Cloud accounting and ERP services are having a big moment in the M&A space.
Rumors have flown about consolidation in the space, especially as a competition between SAP, Oracle, IBM, Microsoft, Salesforce and NetSuite heats up and talk of takeovers keeps everyone on edge.
Following all of this talk over the last couple of years, a major acquisition deal has finally been announced.
NetSuite will no longer fly solo thanks to a $9.3 billion purchase deal from Oracle, reports said on Thursday (July 28).
While NetSuite has fought off a takeover for several years, according to reports, there is already a bit of unity between the two companies, as NetSuite CEO Zach Nelson used to work for Oracle Chairman Larry Ellison.
The takeover values NetSuite at $109 per share, reports said.
“Oracle and NetSuite cloud application are complementary and will coexist in the marketplace forever,” said Oracle Co-CEO Mark Hurd in a statement announcing the takeover plans on Thursday. “We intend to invest heavily in both products —engineering and distribution.”
NetSuite was a pioneer of the cloud-based, subscription-model ERP and financial management solution.

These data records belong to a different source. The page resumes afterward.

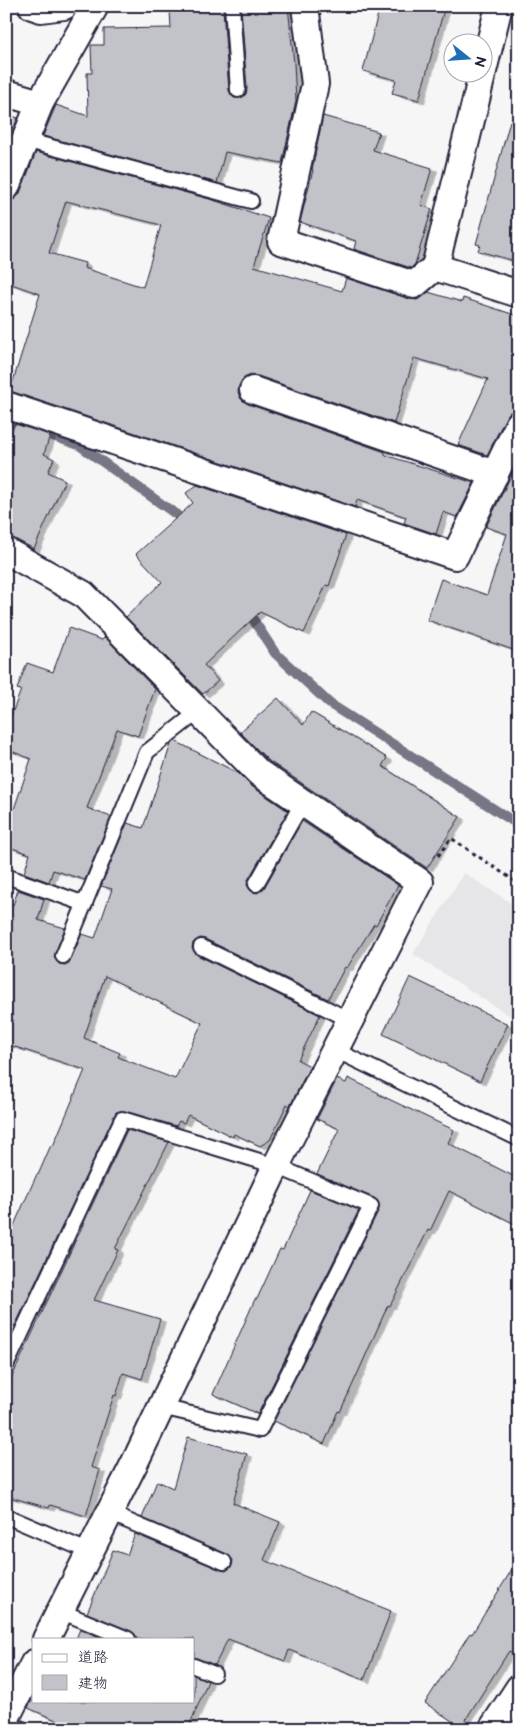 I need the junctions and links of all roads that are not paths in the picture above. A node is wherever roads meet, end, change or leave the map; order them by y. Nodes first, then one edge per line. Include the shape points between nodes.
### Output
1 (32, 6) edge
2 (64, 6) edge
3 (95, 6) edge
4 (232, 6) edge
5 (305, 6) edge
6 (499, 6) edge
7 (238, 90) dead end
8 (6, 93) edge
9 (40, 103) junction
10 (25, 140) junction
11 (6, 187) edge
12 (251, 200) dead end
13 (435, 267) junction
14 (519, 294) edge
15 (253, 390) dead end
16 (6, 405) edge
17 (519, 424) edge
18 (505, 470) edge
19 (6, 552) edge
20 (198, 711) junction
21 (303, 802) junction
22 (6, 876) edge
23 (256, 884) dead end
24 (85, 904) junction
25 (201, 947) dead end
26 (63, 956) dead end
27 (350, 1020) junction
28 (335, 1050) junction
29 (519, 1139) edge
30 (276, 1166) junction
31 (6, 1366) edge
32 (161, 1407) junction
33 (109, 1513) junction
34 (6, 1516) edge
35 (90, 1552) junction
36 (224, 1562) dead end
37 (60, 1611) junction
38 (46, 1638) edge
39 (126, 1638) edge
40 (195, 1666) edge
41 (32, 1667) edge
42 (214, 1674) dead end
43 (519, 1688) edge
44 (6, 1718) edge
45 (6, 1723) edge
46 (22, 1729) edge
47 (492, 1729) edge

1 - 2 street via 42,9
3 - 9 street
4 - 7 lane
5 - 13 street via 315,84 281,241 414,285
6 - 13 street
8 - 9 street
9 - 10 street
10 - 11 street
10 - 12 lane
13 - 14 street
15 - 18 street
16 - 18 street via 455,556
17 - 18 street
19 - 20 street via 83,594
20 - 21 street via 259,773
20 - 24 lane via 147,752
21 - 23 lane
21 - 27 street via 420,882
22 - 24 lane
24 - 26 lane
25 - 27 lane
27 - 28 street
28 - 29 lane
28 - 30 street
30 - 31 lane via 122,1119
30 - 32 street
30 - 32 lane via 371,1206 260,1430
32 - 33 street
33 - 35 street
33 - 36 lane
34 - 35 lane
35 - 37 street
37 - 38 street
37 - 39 lane
40 - 42 lane
41 - 44 street
43 - 47 street
45 - 46 lane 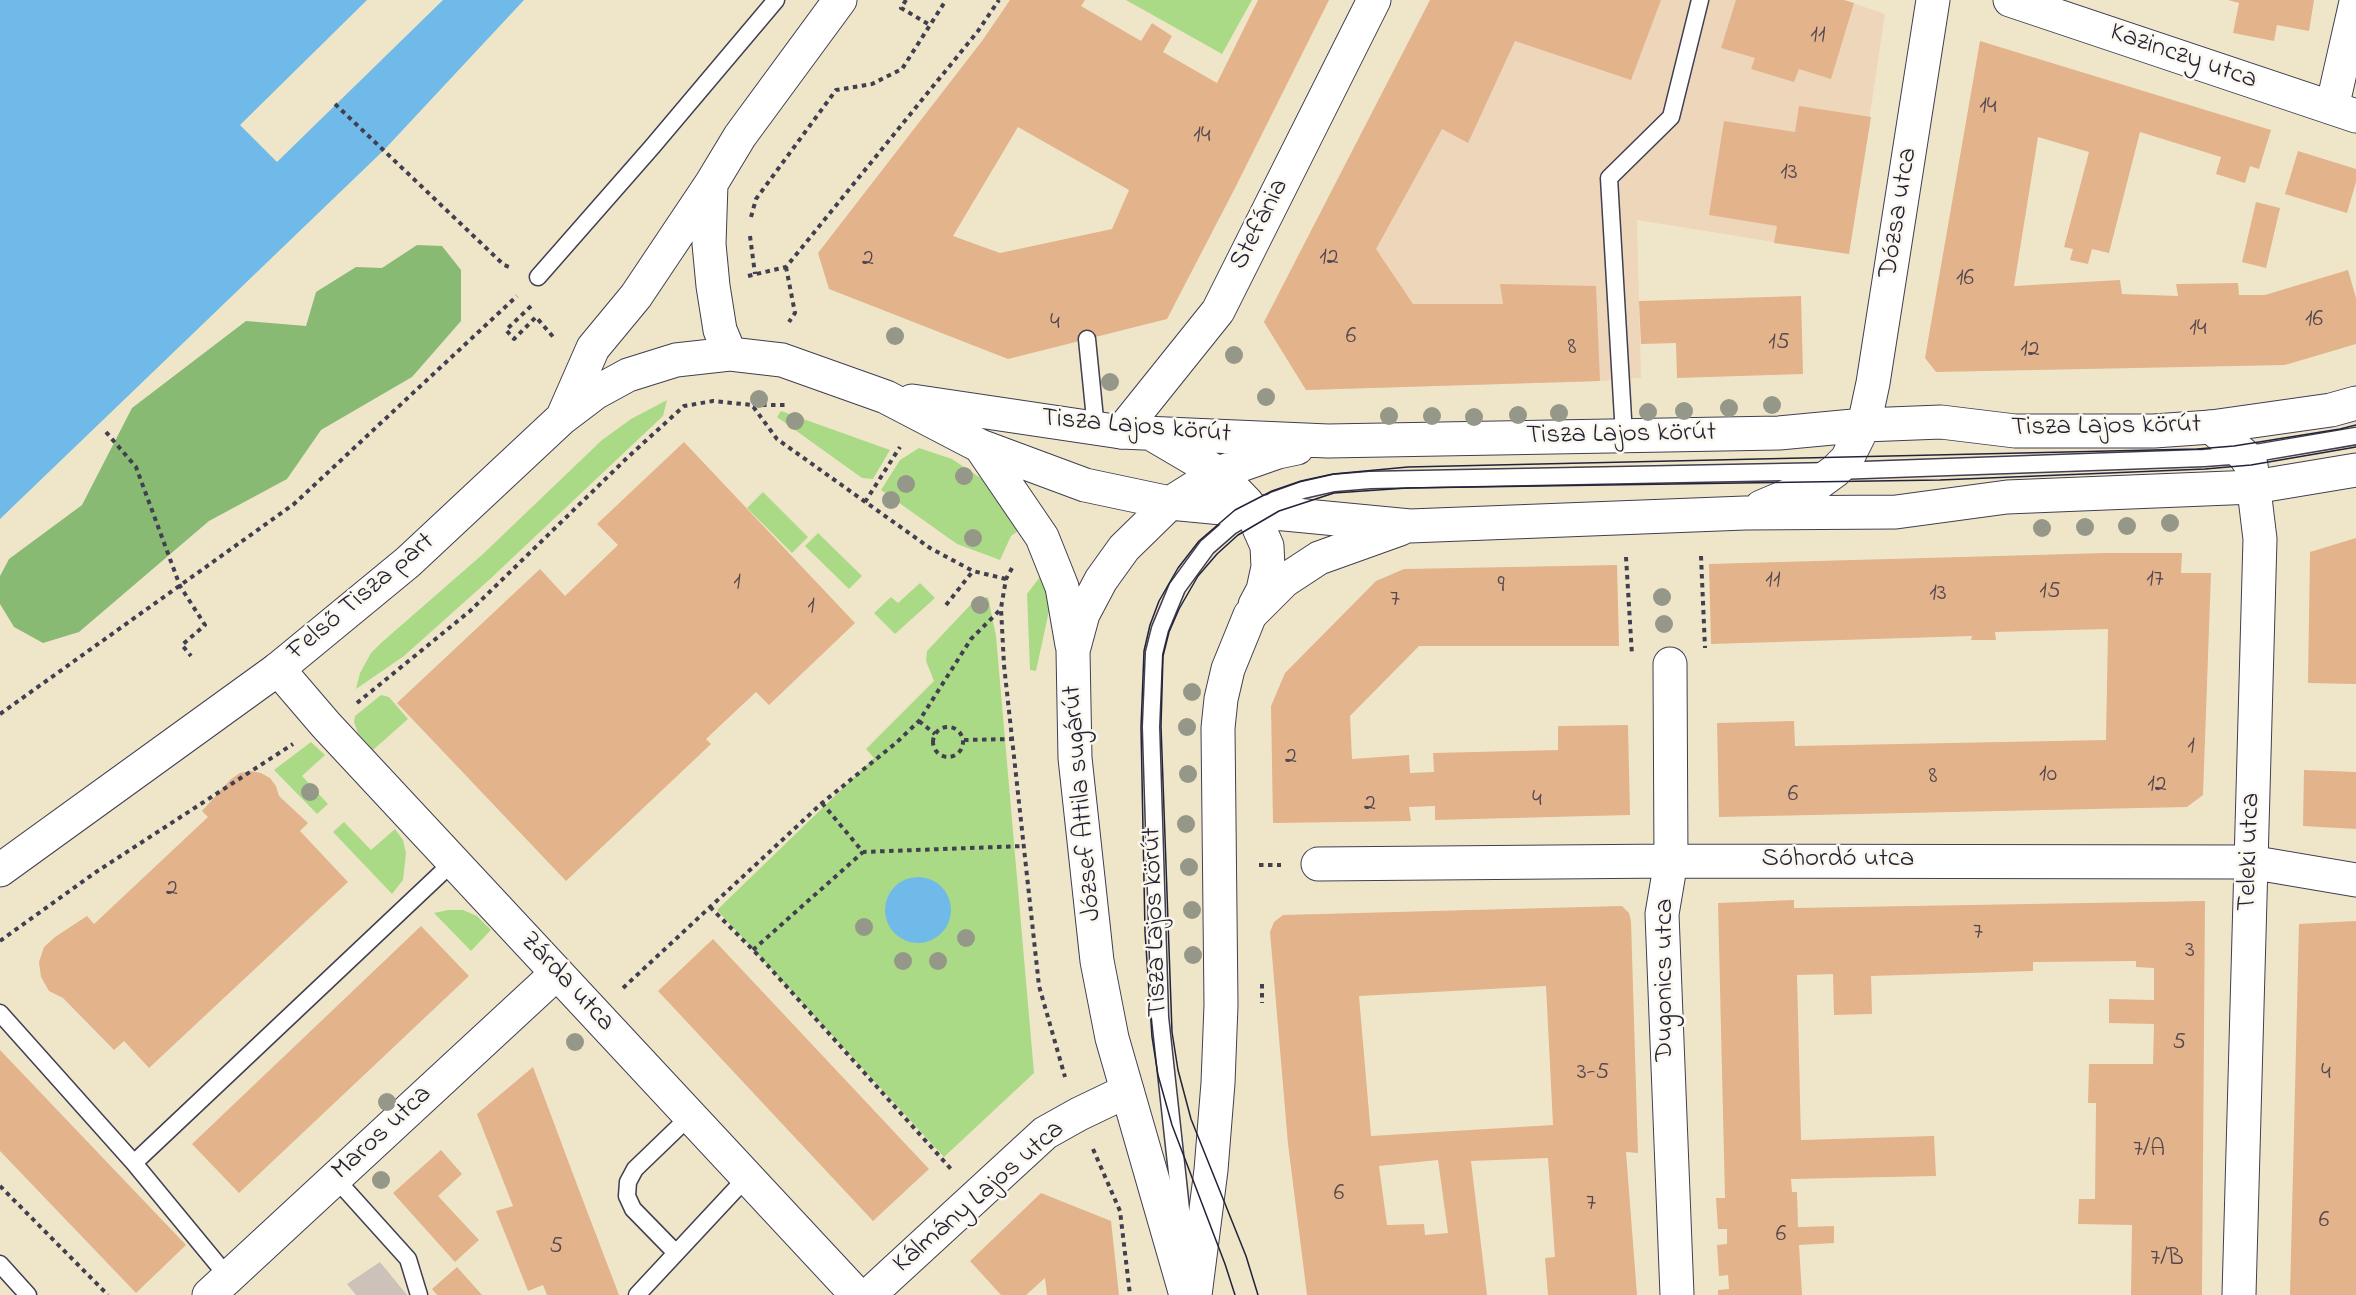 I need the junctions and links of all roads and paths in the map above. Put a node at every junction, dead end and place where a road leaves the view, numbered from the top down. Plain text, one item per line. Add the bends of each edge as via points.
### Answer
1 (776, 0) edge
2 (840, 0) edge
3 (906, 0) edge
4 (946, 0) edge
5 (999, 0) edge
6 (1374, 0) edge
7 (1700, 0) edge
8 (1933, 0) edge
9 (2010, 0) edge
10 (2356, 2) edge
11 (930, 25) junction
12 (335, 104) dead end
13 (2344, 112) edge
14 (711, 184) junction
15 (749, 223) dead end
16 (750, 234) dead end
17 (504, 264) dead end
18 (786, 267) junction
19 (538, 278) joint
20 (531, 306) dead end
21 (787, 325) dead end
22 (1087, 339) dead end
23 (560, 345) dead end
24 (730, 354) junction
25 (742, 398) dead end
26 (886, 398) junction
27 (2356, 403) edge
28 (741, 404) junction
29 (752, 405) junction
30 (786, 405) dead end
31 (562, 418) junction
32 (1864, 425) junction
33 (2211, 427) junction
34 (1108, 430) junction
35 (106, 432) dead end
36 (1153, 434) junction
37 (1624, 436) junction
38 (2356, 436) edge
39 (1328, 441) junction
40 (901, 446) dead end
41 (980, 446) junction
42 (2244, 454) junction
43 (2356, 470) edge
44 (1834, 471) junction
45 (1218, 473) junction
46 (2254, 487) junction
47 (865, 501) junction
48 (1170, 503) junction
49 (1252, 512) junction
50 (1745, 513) junction
51 (1410, 526) junction
52 (1042, 537) junction
53 (1701, 556) dead end
54 (1626, 557) dead end
55 (973, 571) junction
56 (1006, 579) junction
57 (180, 586) junction
58 (946, 605) dead end
59 (1001, 608) junction
60 (1250, 615) junction
61 (1705, 649) dead end
62 (1073, 651) junction
63 (191, 656) dead end
64 (1632, 664) dead end
65 (1670, 664) dead end
66 (278, 669) junction
67 (0, 714) edge
68 (920, 721) junction
69 (326, 725) junction
70 (934, 734) junction
71 (1012, 739) junction
72 (964, 740) junction
73 (822, 803) junction
74 (1023, 846) junction
75 (862, 852) junction
76 (1671, 861) junction
77 (453, 862) junction
78 (2250, 862) junction
79 (1318, 864) joint
80 (0, 870) edge
81 (1259, 876) dead end
82 (2356, 880) edge
83 (710, 907) junction
84 (0, 941) edge
85 (753, 950) junction
86 (557, 973) junction
87 (1262, 980) dead end
88 (1263, 1003) dead end
89 (0, 1013) edge
90 (595, 1014) junction
91 (1127, 1091) junction
92 (1078, 1114) junction
93 (690, 1116) junction
94 (134, 1163) junction
95 (747, 1177) junction
96 (335, 1178) junction
97 (0, 1186) edge
98 (975, 1197) junction
99 (676, 1253) junction
100 (0, 1264) edge
101 (218, 1286) edge
102 (28, 1295) edge
103 (108, 1295) edge
104 (420, 1295) edge
105 (637, 1295) edge
106 (857, 1295) edge
107 (869, 1295) edge
108 (1130, 1295) edge
109 (1188, 1295) edge
110 (1195, 1295) edge
111 (1677, 1295) edge
112 (2239, 1295) edge

1 - 19 lane
2 - 14 street via 740,136
3 - 11 path via 901,8
4 - 11 path
5 - 18 path
6 - 34 street, Stefánia via 1218,311
7 - 37 lane via 1671,117 1609,178
8 - 32 street, Dózsa utca
9 - 13 street, Kazinczy utca
10 - 13 street
11 - 15 path via 902,69 872,84 836,90 756,199
12 - 17 path
14 - 24 street via 709,244 713,286 720,330
14 - 31 street via 636,296 593,348
16 - 18 path via 755,274
18 - 21 path via 795,313
19 - 57 path via 294,504
20 - 23 path via 506,330 514,339 536,317
22 - 34 lane
24 - 26 street, Tisza Lajos körút via 782,360
24 - 31 street, Felső Tisza part via 676,360 628,375
25 - 28 path
26 - 34 street, Tisza Lajos körút
26 - 41 street, Tisza Lajos körút
27 - 33 street, Tisza Lajos körút
28 - 29 path
28 - 69 path via 712,401 684,406 470,611
29 - 30 path
29 - 47 path via 777,439
31 - 66 street, Felső Tisza part via 408,562
32 - 33 street, Tisza Lajos körút via 1941,422 2047,432
32 - 37 street, Tisza Lajos körút via 1779,433
32 - 44 street, Dózsa utca via 1847,459
33 - 42 street
34 - 36 street, Tisza Lajos körút
35 - 57 path via 136,467
36 - 39 street, Tisza Lajos körút
36 - 45 street
37 - 39 street, Tisza Lajos körút
38 - 42 lane, Tisza Lajos körút
39 - 45 street, József Attila sugárút via 1278,452
40 - 47 path
41 - 48 street, Tisza Lajos körút via 1085,485
41 - 52 street
42 - 44 lane, Tisza Lajos körút
42 - 46 street, Teleki utca via 2251,465
43 - 46 street, Tisza Lajos körút
44 - 49 lane, Tisza Lajos körút via 1370,480 1303,490
44 - 50 street, Dózsa utca via 1820,482
45 - 48 street, József Attila sugárút
45 - 49 street
46 - 50 street, Tisza Lajos körút via 2007,497 1896,512
46 - 78 street, Teleki utca via 2260,539
47 - 55 path via 930,548
48 - 49 street, Tisza Lajos körút
48 - 62 street, József Attila sugárút via 1124,548 1101,580 1083,614
49 - 51 street, Tisza Lajos körút
49 - 60 street via 1267,546 1268,567 1263,590
49 - 109 lane, Tisza Lajos körút via 1207,548 1187,573 1169,605 1154,653 1151,727 1160,1017
50 - 51 street, Tisza Lajos körút
51 - 60 street via 1319,558 1284,581
52 - 56 path via 1015,563
52 - 62 street via 1062,587
53 - 61 path
54 - 64 path
55 - 56 path
55 - 58 path
56 - 59 path
57 - 63 path via 206,625 182,645
57 - 67 path
59 - 68 path via 971,639
59 - 71 path
60 - 110 street via 1228,669 1218,728 1218,1083
62 - 91 street, József Attila sugárút via 1075,758 1097,961
65 - 76 street, Dugonics utca
66 - 69 street, Zárda utca
66 - 80 street, Felső Tisza part
68 - 70 path
68 - 73 path
69 - 77 street, Zárda utca
69 - 84 path via 96,872
70 - 72 path via 942,727 952,726
70 - 72 path via 936,752 944,757 961,750
71 - 72 path
71 - 74 path
73 - 75 path
73 - 83 path
74 - 75 path
74 - 92 path via 1038,986
75 - 85 path
76 - 78 street, Sóhordó utca
76 - 79 street, Sóhordó utca
76 - 111 street, Dugonics utca via 1662,914
77 - 86 street, Zárda utca
77 - 94 lane
78 - 82 street, Sóhordó utca
78 - 112 street, Teleki utca
79 - 81 path via 1259,865
83 - 85 path
83 - 90 path
85 - 98 path
86 - 90 street, Zárda utca
86 - 96 street, Maros utca
87 - 88 path
89 - 94 lane
90 - 93 street, Zárda utca
91 - 92 street, Kálmány Lajos utca
91 - 109 street, József Attila sugárút
92 - 98 street, Kálmány Lajos utca via 1045,1133
92 - 108 path via 1120,1211
93 - 95 street, Zárda utca
93 - 99 lane via 635,1169 628,1182 627,1196 633,1209
94 - 101 lane
95 - 99 lane
95 - 106 street, Zárda utca
96 - 101 street, Maros utca
96 - 104 lane via 408,1259
97 - 103 path
98 - 107 street, Kálmány Lajos utca
99 - 105 lane
100 - 102 lane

Oracle has similarly pivoted to cloud-based solutions, as have rivals, with some zeroing in on specific corporate segments, like small and medium-sized enterprises.
Microsoft is one of those players, revealing earlier this year its small business-targeting ERP solution, built for companies that “need more than the simple financial and accounting tools they started with but aren’t yet ready to make a big investment in a customized enterprise resource planning system,” in the words of the company.